- _WHAT IS REQUIRED_:
Every entry below should be repeated exactly; the pictures should not.

<<<<

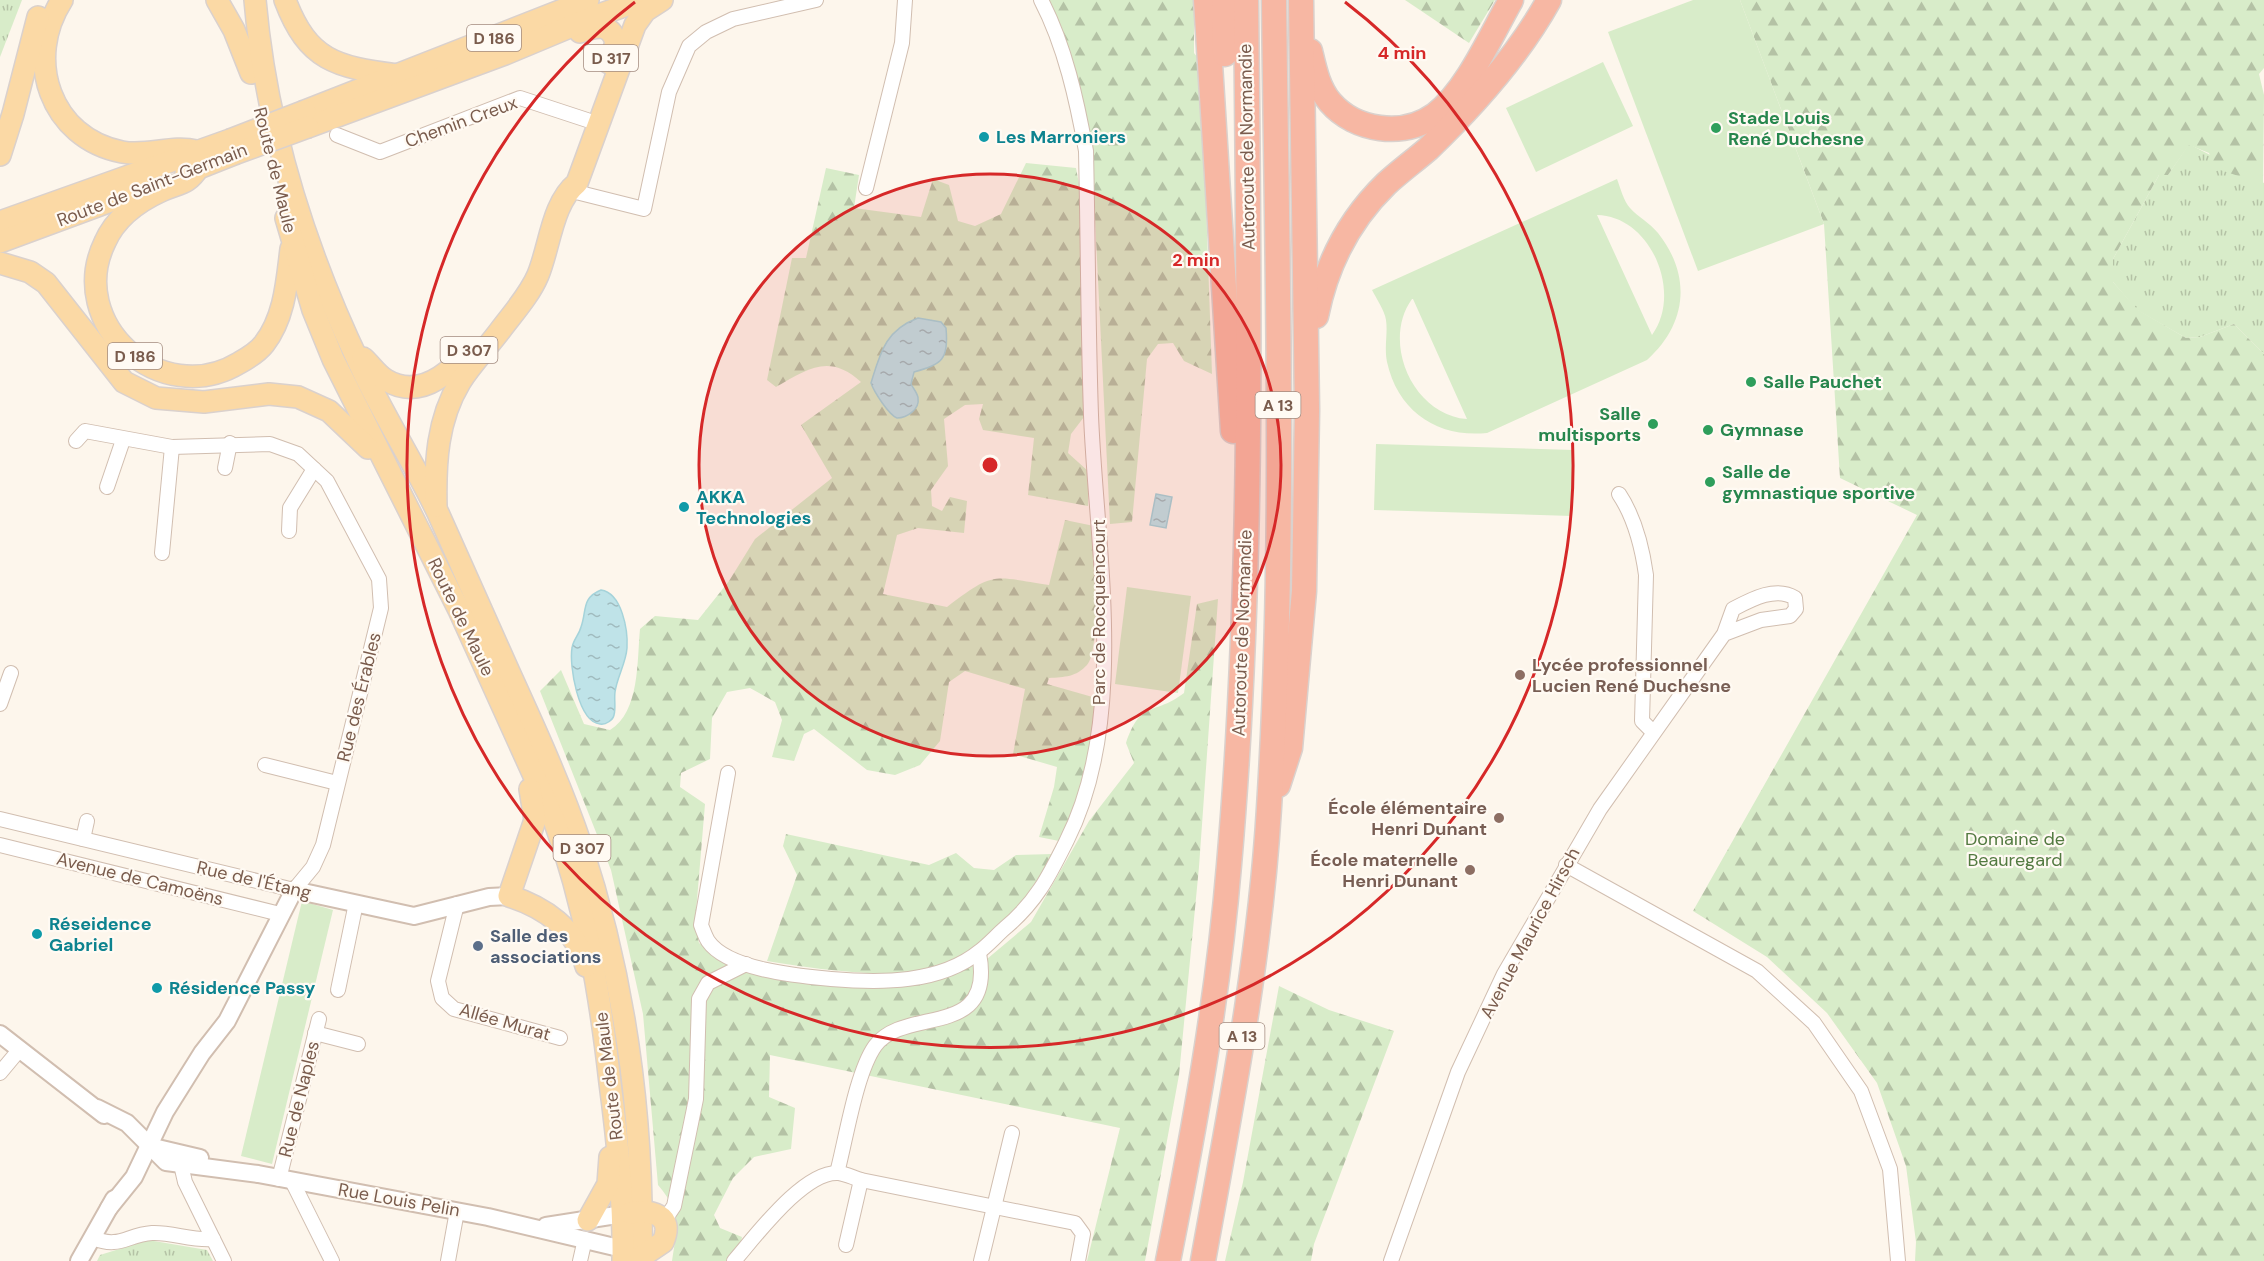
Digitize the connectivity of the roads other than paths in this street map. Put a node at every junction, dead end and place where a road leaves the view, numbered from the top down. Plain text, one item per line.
1 (45, 0) edge
2 (62, 0) edge
3 (217, 0) edge
4 (242, 0) edge
5 (255, 0) edge
6 (285, 0) edge
7 (588, 0) edge
8 (641, 0) edge
9 (662, 0) edge
10 (816, 0) edge
11 (905, 0) edge
12 (1041, 0) edge
13 (1206, 0) edge
14 (1224, 0) edge
15 (1245, 0) edge
16 (1274, 0) edge
17 (1302, 0) edge
18 (1511, 0) edge
19 (1549, 0) edge
20 (505, 54) junction
21 (251, 73) junction
22 (400, 75) junction
23 (307, 119) junction
24 (587, 120) junction
25 (337, 135) dead end
26 (0, 155) edge
27 (197, 160) junction
28 (866, 188) dead end
29 (568, 190) junction
30 (0, 222) edge
31 (552, 231) junction
32 (0, 242) edge
33 (292, 242) junction
34 (1223, 255) junction
35 (0, 263) edge
36 (351, 347) junction
37 (1307, 410) junction
38 (123, 440) junction
39 (76, 441) dead end
40 (230, 443) junction
41 (172, 447) junction
42 (383, 464) junction
43 (225, 468) dead end
44 (314, 469) junction
45 (107, 487) dead end
46 (1247, 491) junction
47 (1619, 494) dead end
48 (436, 510) junction
49 (289, 531) dead end
50 (162, 554) dead end
51 (1724, 634) junction
52 (11, 673) dead end
53 (0, 704) edge
54 (511, 723) junction
55 (1653, 732) junction
56 (265, 765) dead end
57 (728, 773) dead end
58 (338, 783) junction
59 (1269, 810) junction
60 (0, 819) edge
61 (87, 821) dead end
62 (83, 839) junction
63 (0, 845) edge
64 (1566, 865) junction
65 (294, 890) junction
66 (509, 896) junction
67 (356, 903) junction
68 (457, 904) junction
69 (280, 914) junction
70 (979, 953) junction
71 (746, 964) junction
72 (338, 990) dead end
73 (601, 1008) junction
74 (319, 1018) dead end
75 (315, 1033) junction
76 (0, 1034) edge
77 (560, 1038) dead end
78 (358, 1044) dead end
79 (20, 1049) junction
80 (0, 1073) edge
81 (616, 1129) junction
82 (1012, 1133) dead end
83 (148, 1146) junction
84 (180, 1160) junction
85 (837, 1173) junction
86 (285, 1180) junction
87 (861, 1180) junction
88 (995, 1206) junction
89 (457, 1211) junction
90 (633, 1213) junction
91 (664, 1221) junction
92 (586, 1229) junction
93 (93, 1238) junction
94 (213, 1239) junction
95 (846, 1245) dead end
96 (636, 1258) edge
97 (79, 1261) edge
98 (224, 1261) edge
99 (332, 1261) edge
100 (448, 1261) edge
101 (580, 1261) edge
102 (734, 1261) edge
103 (981, 1261) edge
104 (1078, 1261) edge
105 (1168, 1261) edge
106 (1203, 1261) edge
107 (1391, 1261) edge
108 (1898, 1261) edge

1 - 26 main road
2 - 27 main road
3 - 21 main road, D 307
4 - 21 main road, Route de Maule / D 307
5 - 36 main road, Route de Maule / D 307
6 - 22 main road
7 - 22 main road, Route de Saint-Germain / D 186
8 - 20 main road, Route de Saint-Germain / D 186
9 - 29 main road
10 - 29 street
11 - 28 street
12 - 70 street, Parc de Rocquencourt
13 - 34 highway
14 - 34 highway
15 - 46 highway, Autoroute de Normandie / A 13
16 - 59 highway, Autoroute de Normandie / A 13
17 - 18 highway
17 - 37 highway
19 - 37 highway
20 - 23 main road, Route de Saint-Germain / D 186
20 - 24 main road, D 317
21 - 33 main road, Route de Maule / D 307
22 - 23 main road, Route de Saint-Germain / D 186
23 - 27 main road, Route de Saint-Germain / D 186, bridge
24 - 25 street, Chemin Creux
24 - 29 main road, D 317
27 - 30 main road, Route de Saint-Germain / D 186
27 - 32 main road, Route de Saint-Germain / D 186
27 - 33 main road, D 186
29 - 31 main road, D 317
31 - 36 main road, D 307
31 - 48 main road, D 317
33 - 42 main road, Route de Maule / D 307
34 - 46 highway
35 - 42 main road, D 186
36 - 48 main road, Route de Maule / D 307
37 - 59 highway
38 - 39 street, Rue des Érables
38 - 41 street, Rue des Érables
38 - 45 street
40 - 41 street, Rue des Érables
40 - 43 street
40 - 44 street, Rue des Érables
41 - 50 street
42 - 54 main road, Route de Maule / D 307
44 - 49 street
44 - 58 street, Rue des Érables
46 - 105 highway, Autoroute de Normandie / A 13
47 - 55 street
48 - 90 main road, Route de Maule / D 307
51 - 51 street, Avenue Maurice Hirsch
51 - 55 street, Avenue Maurice Hirsch
52 - 53 street
54 - 66 main road
54 - 73 main road, Route de Maule / D 307
55 - 64 street, Avenue Maurice Hirsch
56 - 58 street
57 - 71 street, Parc de Rocquencourt
58 - 65 street, Rue des Érables
59 - 106 highway, Autoroute de Normandie / A 13
60 - 62 street, Rue de l'Étang
61 - 62 street
62 - 65 street, Rue de l'Étang
63 - 69 street, Avenue de Camoëns
64 - 107 street, Avenue Maurice Hirsch
64 - 108 street
65 - 67 street, Rue de l'Étang
65 - 69 street, Rue des Érables
66 - 68 street, Rue de l'Étang
66 - 73 main road
67 - 68 street, Rue de l'Étang
67 - 72 street
68 - 77 street, Allée Murat
69 - 83 street, Rue des Érables
70 - 71 street, Parc de Rocquencourt
70 - 85 street
71 - 91 street
73 - 81 main road, Route de Maule / D 307
74 - 75 street, Rue de Naples
75 - 78 street
75 - 86 street, Rue de Naples
76 - 79 street
79 - 80 street
79 - 83 street
81 - 90 main road, Route de Maule / D 307
81 - 92 main road
82 - 88 street
83 - 84 street, Rue Louis Pelin
83 - 93 street, Rue des Érables
84 - 86 street, Rue Louis Pelin
84 - 94 street
85 - 87 street
85 - 102 street
86 - 89 street, Rue Louis Pelin
86 - 99 street
87 - 88 street
87 - 95 street
88 - 103 street
88 - 104 street
89 - 92 street, Rue Louis Pelin
89 - 100 street
90 - 91 main road
90 - 92 street, Rue Louis Pelin
90 - 96 main road, D 307
91 - 96 main road
92 - 96 street, Rue Louis Pelin
92 - 101 street
93 - 94 street
93 - 97 street, Rue des Érables
94 - 98 street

>>>>

- _SOLUTION FOR THIS TASK_:
Digitize the connectivity of the roads other than paths in this street map. Put a node at every junction, dead end and place where a road leaves the view, numbered from the top down. Plain text, one item per line.
1 (45, 0) edge
2 (62, 0) edge
3 (217, 0) edge
4 (242, 0) edge
5 (255, 0) edge
6 (285, 0) edge
7 (588, 0) edge
8 (641, 0) edge
9 (662, 0) edge
10 (816, 0) edge
11 (905, 0) edge
12 (1041, 0) edge
13 (1206, 0) edge
14 (1224, 0) edge
15 (1245, 0) edge
16 (1274, 0) edge
17 (1302, 0) edge
18 (1511, 0) edge
19 (1549, 0) edge
20 (505, 54) junction
21 (251, 73) junction
22 (400, 75) junction
23 (307, 119) junction
24 (587, 120) junction
25 (337, 135) dead end
26 (0, 155) edge
27 (197, 160) junction
28 (866, 188) dead end
29 (568, 190) junction
30 (0, 222) edge
31 (552, 231) junction
32 (0, 242) edge
33 (292, 242) junction
34 (1223, 255) junction
35 (0, 263) edge
36 (351, 347) junction
37 (1307, 410) junction
38 (123, 440) junction
39 (76, 441) dead end
40 (230, 443) junction
41 (172, 447) junction
42 (383, 464) junction
43 (225, 468) dead end
44 (314, 469) junction
45 (107, 487) dead end
46 (1247, 491) junction
47 (1619, 494) dead end
48 (436, 510) junction
49 (289, 531) dead end
50 (162, 554) dead end
51 (1724, 634) junction
52 (11, 673) dead end
53 (0, 704) edge
54 (511, 723) junction
55 (1653, 732) junction
56 (265, 765) dead end
57 (728, 773) dead end
58 (338, 783) junction
59 (1269, 810) junction
60 (0, 819) edge
61 (87, 821) dead end
62 (83, 839) junction
63 (0, 845) edge
64 (1566, 865) junction
65 (294, 890) junction
66 (509, 896) junction
67 (356, 903) junction
68 (457, 904) junction
69 (280, 914) junction
70 (979, 953) junction
71 (746, 964) junction
72 (338, 990) dead end
73 (601, 1008) junction
74 (319, 1018) dead end
75 (315, 1033) junction
76 (0, 1034) edge
77 (560, 1038) dead end
78 (358, 1044) dead end
79 (20, 1049) junction
80 (0, 1073) edge
81 (616, 1129) junction
82 (1012, 1133) dead end
83 (148, 1146) junction
84 (180, 1160) junction
85 (837, 1173) junction
86 (285, 1180) junction
87 (861, 1180) junction
88 (995, 1206) junction
89 (457, 1211) junction
90 (633, 1213) junction
91 (664, 1221) junction
92 (586, 1229) junction
93 (93, 1238) junction
94 (213, 1239) junction
95 (846, 1245) dead end
96 (636, 1258) edge
97 (79, 1261) edge
98 (224, 1261) edge
99 (332, 1261) edge
100 (448, 1261) edge
101 (580, 1261) edge
102 (734, 1261) edge
103 (981, 1261) edge
104 (1078, 1261) edge
105 (1168, 1261) edge
106 (1203, 1261) edge
107 (1391, 1261) edge
108 (1898, 1261) edge

1 - 26 main road
2 - 27 main road
3 - 21 main road, D 307
4 - 21 main road, Route de Maule / D 307
5 - 36 main road, Route de Maule / D 307
6 - 22 main road
7 - 22 main road, Route de Saint-Germain / D 186
8 - 20 main road, Route de Saint-Germain / D 186
9 - 29 main road
10 - 29 street
11 - 28 street
12 - 70 street, Parc de Rocquencourt
13 - 34 highway
14 - 34 highway
15 - 46 highway, Autoroute de Normandie / A 13
16 - 59 highway, Autoroute de Normandie / A 13
17 - 18 highway
17 - 37 highway
19 - 37 highway
20 - 23 main road, Route de Saint-Germain / D 186
20 - 24 main road, D 317
21 - 33 main road, Route de Maule / D 307
22 - 23 main road, Route de Saint-Germain / D 186
23 - 27 main road, Route de Saint-Germain / D 186, bridge
24 - 25 street, Chemin Creux
24 - 29 main road, D 317
27 - 30 main road, Route de Saint-Germain / D 186
27 - 32 main road, Route de Saint-Germain / D 186
27 - 33 main road, D 186
29 - 31 main road, D 317
31 - 36 main road, D 307
31 - 48 main road, D 317
33 - 42 main road, Route de Maule / D 307
34 - 46 highway
35 - 42 main road, D 186
36 - 48 main road, Route de Maule / D 307
37 - 59 highway
38 - 39 street, Rue des Érables
38 - 41 street, Rue des Érables
38 - 45 street
40 - 41 street, Rue des Érables
40 - 43 street
40 - 44 street, Rue des Érables
41 - 50 street
42 - 54 main road, Route de Maule / D 307
44 - 49 street
44 - 58 street, Rue des Érables
46 - 105 highway, Autoroute de Normandie / A 13
47 - 55 street
48 - 90 main road, Route de Maule / D 307
51 - 51 street, Avenue Maurice Hirsch
51 - 55 street, Avenue Maurice Hirsch
52 - 53 street
54 - 66 main road
54 - 73 main road, Route de Maule / D 307
55 - 64 street, Avenue Maurice Hirsch
56 - 58 street
57 - 71 street, Parc de Rocquencourt
58 - 65 street, Rue des Érables
59 - 106 highway, Autoroute de Normandie / A 13
60 - 62 street, Rue de l'Étang
61 - 62 street
62 - 65 street, Rue de l'Étang
63 - 69 street, Avenue de Camoëns
64 - 107 street, Avenue Maurice Hirsch
64 - 108 street
65 - 67 street, Rue de l'Étang
65 - 69 street, Rue des Érables
66 - 68 street, Rue de l'Étang
66 - 73 main road
67 - 68 street, Rue de l'Étang
67 - 72 street
68 - 77 street, Allée Murat
69 - 83 street, Rue des Érables
70 - 71 street, Parc de Rocquencourt
70 - 85 street
71 - 91 street
73 - 81 main road, Route de Maule / D 307
74 - 75 street, Rue de Naples
75 - 78 street
75 - 86 street, Rue de Naples
76 - 79 street
79 - 80 street
79 - 83 street
81 - 90 main road, Route de Maule / D 307
81 - 92 main road
82 - 88 street
83 - 84 street, Rue Louis Pelin
83 - 93 street, Rue des Érables
84 - 86 street, Rue Louis Pelin
84 - 94 street
85 - 87 street
85 - 102 street
86 - 89 street, Rue Louis Pelin
86 - 99 street
87 - 88 street
87 - 95 street
88 - 103 street
88 - 104 street
89 - 92 street, Rue Louis Pelin
89 - 100 street
90 - 91 main road
90 - 92 street, Rue Louis Pelin
90 - 96 main road, D 307
91 - 96 main road
92 - 96 street, Rue Louis Pelin
92 - 101 street
93 - 94 street
93 - 97 street, Rue des Érables
94 - 98 street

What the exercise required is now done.